Schwabe: Sie sagen es.

GPSP: Wo wird sonst noch Geld zum Fenster raus geworfen?

Schwabe: Bei den so genannten Analogpräparaten. Das sind neue, patentgeschützte Arzneimittel, die ähnlich wirken wie bereits gut bekannte, aber häufig hochpreisig sind. Ein Beispiel ist das Antidepressivum Escitalopram. Es ist nichts weiter als eine Variante des älteren Citalopram, vom selben Hersteller. Der brachte es auf den Markt, als der Patentschutz für Citalopram endete und günstige Generika verfügbar waren. Dass Escitalopram besser ist, ist nicht belegt, aber es kostet das Dreifache von Citalopram-Präparaten.4

GPSP: Sind Analogpräparate immer deutlich teurer?

Schwabe: Nicht unbedingt. Die Firmen wollen ja in den Markt kommen. Der Lipidsenker Simvastatin, der vor Herzinfarkt schützt, kam später auf den Markt als Lovastatin. Aber die Wirksamkeit von Simvastatin ist besonders gut belegt, und es ist mittlerweile preisgünstiger als alle anderen Statine. Es lohnt also in jeder Hinsicht. Oft versuchen die Hersteller allerdings ihr neues Mittel teuer zu verkaufen und verhindern, dass es in eine Festbetragsgruppe einsortiert wird, wo der Preis gedeckelt ist.

GPSP: Was bisher oft geklappt hat, weil die Hersteller behaupteten, dass ihre Innovation einen Zusatznutzen im Vergleich zu dem bestehenden Medikamentenarsenal bringt.
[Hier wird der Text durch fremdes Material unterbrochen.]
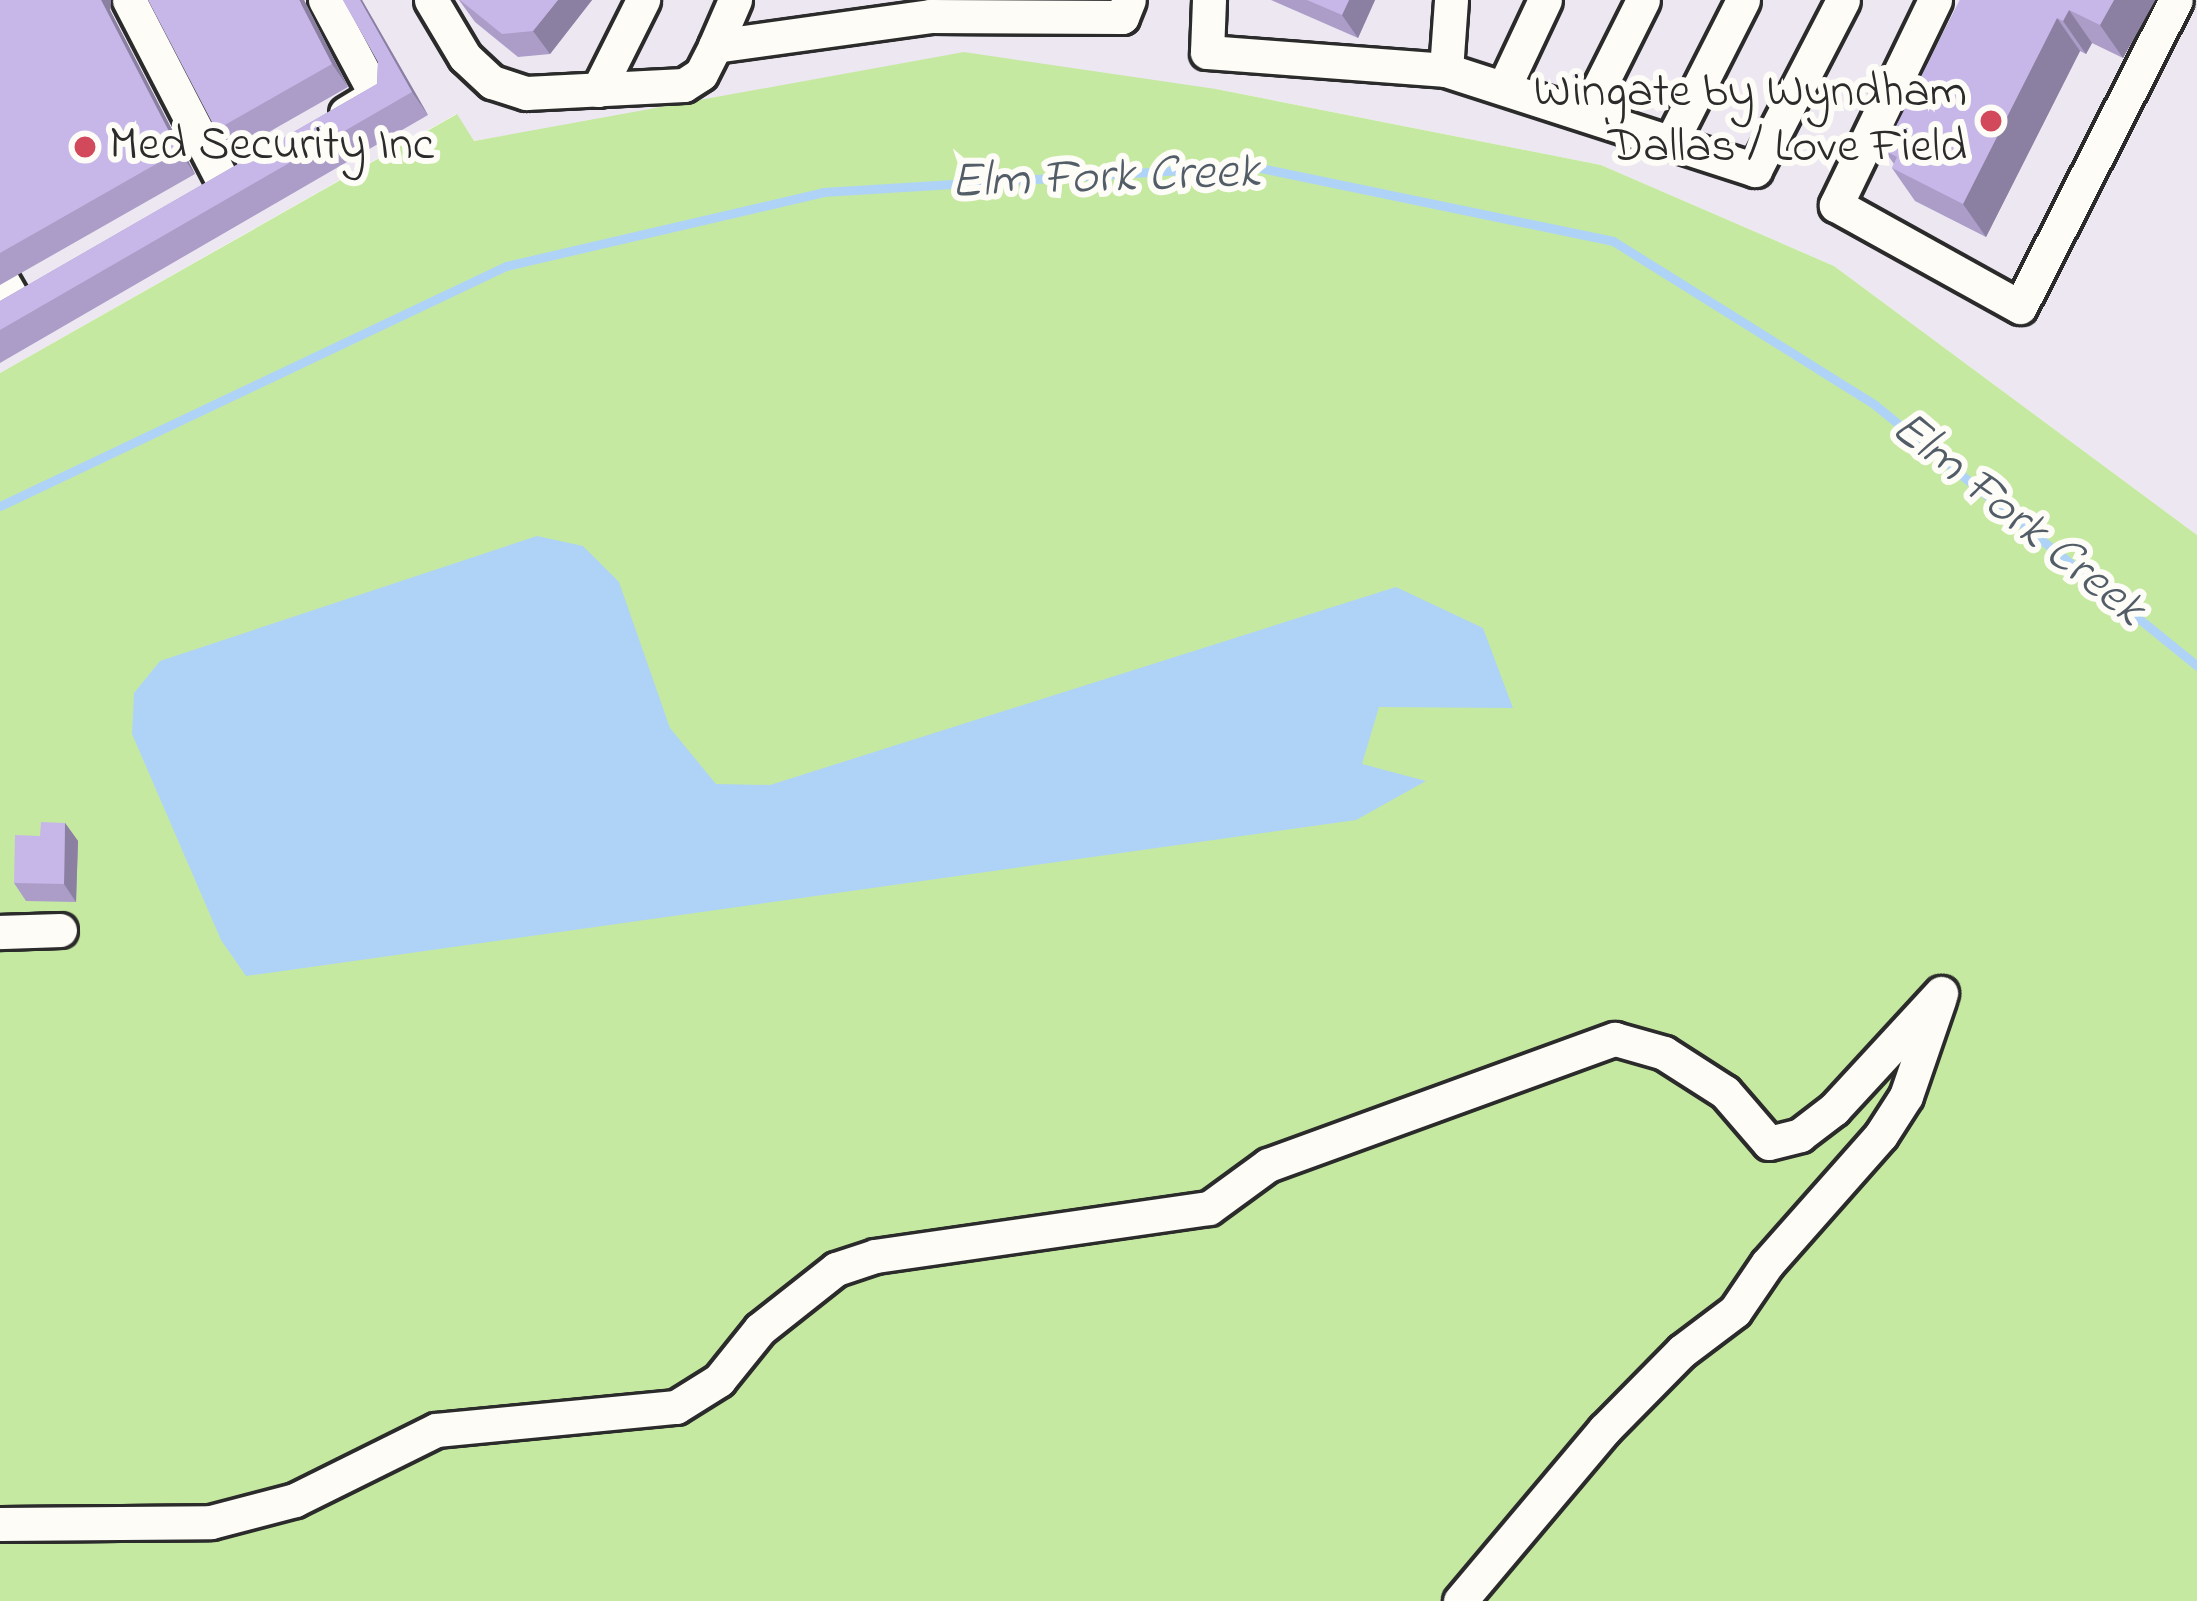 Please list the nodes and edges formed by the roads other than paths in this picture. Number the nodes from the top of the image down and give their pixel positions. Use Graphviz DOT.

Und jetzt …

Schwabe: … reicht das nicht mehr. Denn das Arzneimittelmarktneuordnungsgesetz (AMNOG) schreibt seit 2011 vor, dass der behauptete Zusatznutzen nachgewiesen sein muss. Und darüber befindet der Gemeinsame Bundesausschuss,5 nicht der Hersteller (siehe S. 10). Und nur wenn der Zusatznutzen belegt ist, verhandelt der Spitzenverband der Krankenkassen mit den Herstellern über den Preis. Wenn es hier keine Einigung gibt, entscheidet eine Schiedsstelle.

GPSP: Warum so kompliziert?

Schwabe: Deutschland gehörte bisher zu den drei europäischen Staaten,6 in denen bei neuen patentgeschützten Arzneimitteln die Hersteller den Preis praktisch diktieren konnten. Sie setzten ihn möglichst hoch fest, weil Deutschland ein wichtiges Referenzland ist, an dem sich viele andere Nationen bei der Preisfindung orientieren. Über die Nutzenbewertung wird nun die ziemlich willkürliche Preisfestlegung hierzulande erstmals eingeschränkt. Auch bei Präparaten, die bereits im Handel sind.

GPSP: Was hat das für Folgen?

Schwabe: Sie können davon ausgehen, dass die Krankenkassen sich sehr genau die Preise in den europäischen Nachbarländern anschauen. Das wird sich auf die anstehenden Preisverhandlungen auswirken. Es ist ja kein Geheimnis, dass bei uns Arzneimittel mehr kosten als in anderen EU-Staaten. Der Arzneiverordnungs- Report von 2010 hatte das durch den Vergleich der Kosten in Schweden und Deutschland gezeigt. In diesem Jahr geht aus unserem Vergleich mit Großbritannien klar hervor, dass wir für Dasselbe deutlich mehr bezahlen als die Briten. Allein bei den patentgeschützten Arzneimitteln geben sie rund 4 Milliarden Euro weniger aus als wir.

GPSP: Herr Schwabe, vielen Dank für das Gespräch!


Quellen
1 Der „Arzneiverordnungs-Report“ (Springer Medizin Verlag) erscheint seit 1985. Bereits 1979 wurde der Grundstock für die Erfassung aller verordneten Arzneimittel gelegt, als in einem vom Bundesforschungsministerium geförderten Projekt die Methodik der Datensammlung und Auswertung entwickelt wurde. Gesetzliche Krankenkassen, Ärzte und Apotheker waren beteiligt. Heute wird das Projekt nur noch vom AOK-Bundesverband gefördert.
2 Vergleichsbasis ist die DDD (= defined daily dose), eine genau festgelegte übliche Tagesdosis, die man international zum Vergleich des Verbrauchs verwendet.
3 GPSP 6/2008, S. 3
4 GPSP 2/2011, S. 11
5 GPSP 6/2010 S. 6
6 Deutschland, Dänemark und Malta
7 Quelle: Arzneiverordnungs-Report 2011


Der Stand der Informationen entspricht dem Erscheinungsdatum des Hefts.